_Task item_: I'd like every line from the material below that has "CAMUS" in it.

_Supplied records_:
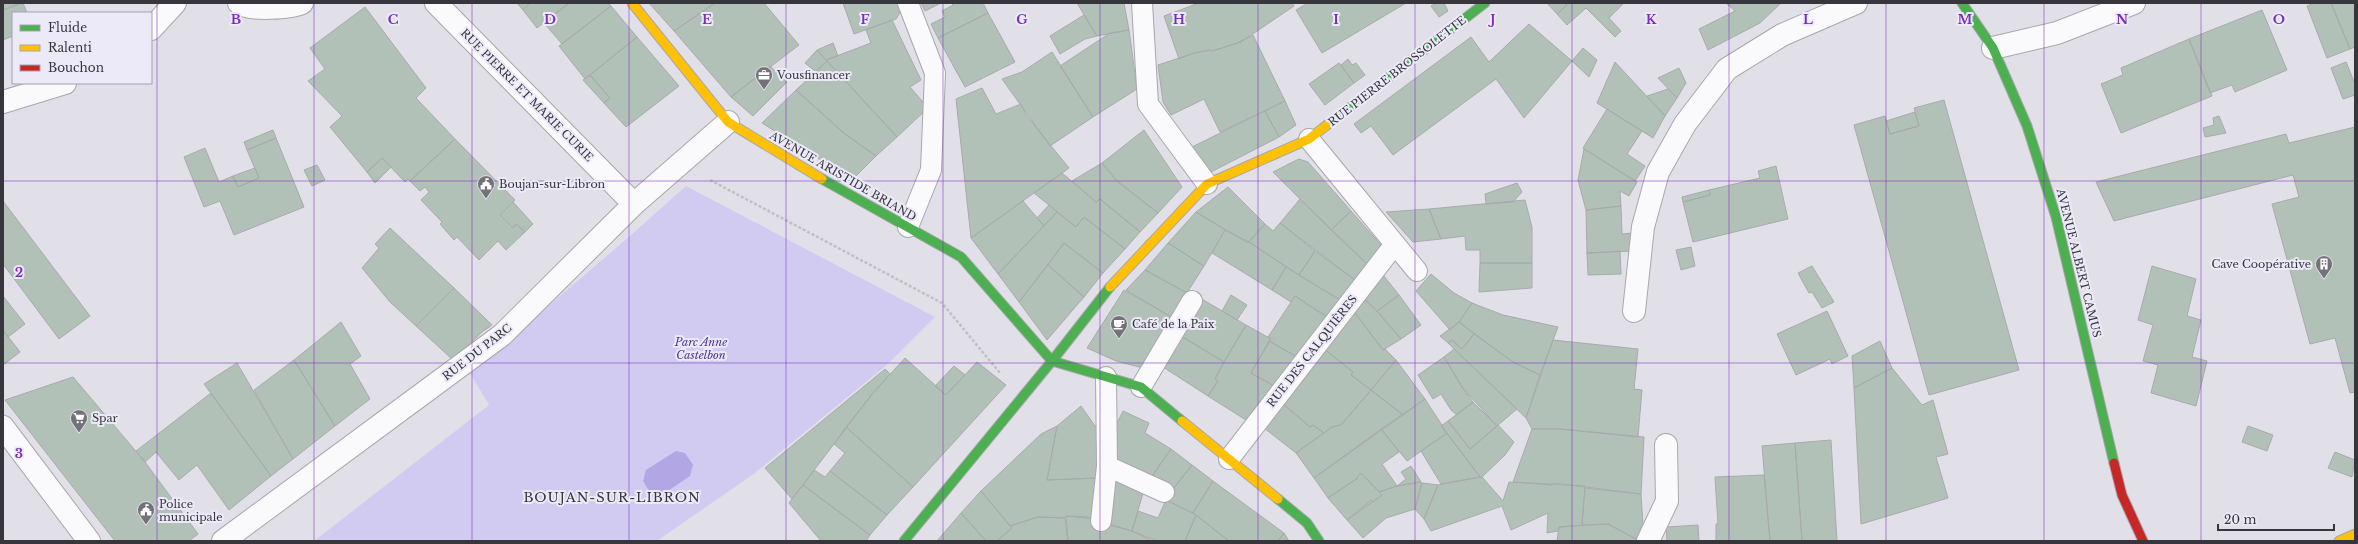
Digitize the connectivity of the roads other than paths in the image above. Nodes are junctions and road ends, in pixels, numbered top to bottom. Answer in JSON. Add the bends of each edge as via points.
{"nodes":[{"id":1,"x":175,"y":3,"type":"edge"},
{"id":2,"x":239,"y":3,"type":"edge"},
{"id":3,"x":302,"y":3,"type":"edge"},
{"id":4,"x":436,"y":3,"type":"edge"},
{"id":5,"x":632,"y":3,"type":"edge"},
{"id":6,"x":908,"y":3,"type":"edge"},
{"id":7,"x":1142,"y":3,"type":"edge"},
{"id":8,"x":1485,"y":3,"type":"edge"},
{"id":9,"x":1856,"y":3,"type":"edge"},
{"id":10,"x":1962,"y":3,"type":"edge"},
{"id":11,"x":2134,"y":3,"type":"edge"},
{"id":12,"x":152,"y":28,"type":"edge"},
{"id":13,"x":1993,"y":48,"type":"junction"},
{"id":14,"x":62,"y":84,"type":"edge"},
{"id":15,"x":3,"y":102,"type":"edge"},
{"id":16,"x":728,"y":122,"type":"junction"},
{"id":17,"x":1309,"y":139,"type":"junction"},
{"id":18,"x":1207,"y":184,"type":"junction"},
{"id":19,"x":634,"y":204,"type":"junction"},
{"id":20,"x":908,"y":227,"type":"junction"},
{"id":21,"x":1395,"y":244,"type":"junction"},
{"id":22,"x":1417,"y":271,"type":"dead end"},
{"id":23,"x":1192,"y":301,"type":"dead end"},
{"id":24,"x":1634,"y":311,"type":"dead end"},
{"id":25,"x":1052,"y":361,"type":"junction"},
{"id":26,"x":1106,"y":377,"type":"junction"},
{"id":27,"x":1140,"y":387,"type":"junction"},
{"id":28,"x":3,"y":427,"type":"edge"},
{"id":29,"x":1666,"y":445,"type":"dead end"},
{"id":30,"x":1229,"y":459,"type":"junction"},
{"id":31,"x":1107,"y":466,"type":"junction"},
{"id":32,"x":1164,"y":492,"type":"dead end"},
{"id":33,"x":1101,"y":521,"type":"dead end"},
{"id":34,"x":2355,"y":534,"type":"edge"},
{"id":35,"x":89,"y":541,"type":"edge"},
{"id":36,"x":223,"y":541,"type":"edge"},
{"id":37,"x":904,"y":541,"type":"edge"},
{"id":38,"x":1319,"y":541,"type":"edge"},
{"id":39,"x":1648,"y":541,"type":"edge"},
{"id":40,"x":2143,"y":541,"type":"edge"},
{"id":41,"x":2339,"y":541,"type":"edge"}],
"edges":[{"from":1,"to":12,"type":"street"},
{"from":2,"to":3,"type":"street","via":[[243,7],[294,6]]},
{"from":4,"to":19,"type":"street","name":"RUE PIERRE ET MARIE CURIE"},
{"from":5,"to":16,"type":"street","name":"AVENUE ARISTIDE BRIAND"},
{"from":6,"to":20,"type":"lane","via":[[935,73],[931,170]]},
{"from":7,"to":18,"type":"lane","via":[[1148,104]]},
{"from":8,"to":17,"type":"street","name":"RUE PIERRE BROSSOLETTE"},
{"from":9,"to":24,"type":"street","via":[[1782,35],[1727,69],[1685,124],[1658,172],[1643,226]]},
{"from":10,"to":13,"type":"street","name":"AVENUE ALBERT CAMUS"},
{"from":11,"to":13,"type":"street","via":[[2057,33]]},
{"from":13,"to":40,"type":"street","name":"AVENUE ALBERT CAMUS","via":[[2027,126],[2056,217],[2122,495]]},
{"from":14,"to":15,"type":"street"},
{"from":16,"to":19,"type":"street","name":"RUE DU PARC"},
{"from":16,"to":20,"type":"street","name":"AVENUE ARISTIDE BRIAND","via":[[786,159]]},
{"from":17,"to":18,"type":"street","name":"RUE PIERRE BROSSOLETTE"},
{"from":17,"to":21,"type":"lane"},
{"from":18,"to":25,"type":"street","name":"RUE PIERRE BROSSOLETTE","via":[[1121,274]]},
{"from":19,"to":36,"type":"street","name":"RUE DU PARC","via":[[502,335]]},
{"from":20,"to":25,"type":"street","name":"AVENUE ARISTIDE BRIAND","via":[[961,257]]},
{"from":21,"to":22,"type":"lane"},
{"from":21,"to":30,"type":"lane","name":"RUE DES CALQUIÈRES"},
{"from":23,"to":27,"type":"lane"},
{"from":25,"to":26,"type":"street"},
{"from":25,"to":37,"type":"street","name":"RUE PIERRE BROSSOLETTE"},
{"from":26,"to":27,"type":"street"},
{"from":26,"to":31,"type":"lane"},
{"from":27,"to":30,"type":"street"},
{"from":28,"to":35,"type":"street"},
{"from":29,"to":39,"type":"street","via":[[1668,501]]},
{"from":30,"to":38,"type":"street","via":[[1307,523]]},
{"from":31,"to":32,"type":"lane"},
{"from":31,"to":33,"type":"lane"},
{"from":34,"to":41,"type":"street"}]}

_Reply_:
{"from":10,"to":13,"type":"street","name":"AVENUE ALBERT CAMUS"},
{"from":13,"to":40,"type":"street","name":"AVENUE ALBERT CAMUS","via":[[2027,126],[2056,217],[2122,495]]},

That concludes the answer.